◆ AIM OF THE TASK ◆
Every entry below should be written out again exactly.

BEGIN SUPPLIED RECORDS

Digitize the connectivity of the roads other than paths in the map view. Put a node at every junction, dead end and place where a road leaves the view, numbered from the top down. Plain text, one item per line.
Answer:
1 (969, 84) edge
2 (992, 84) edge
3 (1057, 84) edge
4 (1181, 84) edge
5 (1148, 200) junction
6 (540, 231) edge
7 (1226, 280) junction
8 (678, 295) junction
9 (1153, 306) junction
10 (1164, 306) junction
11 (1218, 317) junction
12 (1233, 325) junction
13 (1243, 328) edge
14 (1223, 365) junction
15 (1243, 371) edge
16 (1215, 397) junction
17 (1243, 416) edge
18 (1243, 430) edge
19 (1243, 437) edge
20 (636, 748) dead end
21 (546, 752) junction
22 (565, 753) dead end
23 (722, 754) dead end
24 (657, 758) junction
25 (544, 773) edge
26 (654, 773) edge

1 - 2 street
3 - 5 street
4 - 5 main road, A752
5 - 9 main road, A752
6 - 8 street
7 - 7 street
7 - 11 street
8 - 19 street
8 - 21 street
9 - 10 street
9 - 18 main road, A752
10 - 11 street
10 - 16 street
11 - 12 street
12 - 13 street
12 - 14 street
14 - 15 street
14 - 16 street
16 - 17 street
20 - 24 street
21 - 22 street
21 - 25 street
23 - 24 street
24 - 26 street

END SUPPLIED RECORDS

◆ TASK RESPONSE ◆
Digitize the connectivity of the roads other than paths in the map view. Put a node at every junction, dead end and place where a road leaves the view, numbered from the top down. Plain text, one item per line.
Answer:
1 (969, 84) edge
2 (992, 84) edge
3 (1057, 84) edge
4 (1181, 84) edge
5 (1148, 200) junction
6 (540, 231) edge
7 (1226, 280) junction
8 (678, 295) junction
9 (1153, 306) junction
10 (1164, 306) junction
11 (1218, 317) junction
12 (1233, 325) junction
13 (1243, 328) edge
14 (1223, 365) junction
15 (1243, 371) edge
16 (1215, 397) junction
17 (1243, 416) edge
18 (1243, 430) edge
19 (1243, 437) edge
20 (636, 748) dead end
21 (546, 752) junction
22 (565, 753) dead end
23 (722, 754) dead end
24 (657, 758) junction
25 (544, 773) edge
26 (654, 773) edge

1 - 2 street
3 - 5 street
4 - 5 main road, A752
5 - 9 main road, A752
6 - 8 street
7 - 7 street
7 - 11 street
8 - 19 street
8 - 21 street
9 - 10 street
9 - 18 main road, A752
10 - 11 street
10 - 16 street
11 - 12 street
12 - 13 street
12 - 14 street
14 - 15 street
14 - 16 street
16 - 17 street
20 - 24 street
21 - 22 street
21 - 25 street
23 - 24 street
24 - 26 street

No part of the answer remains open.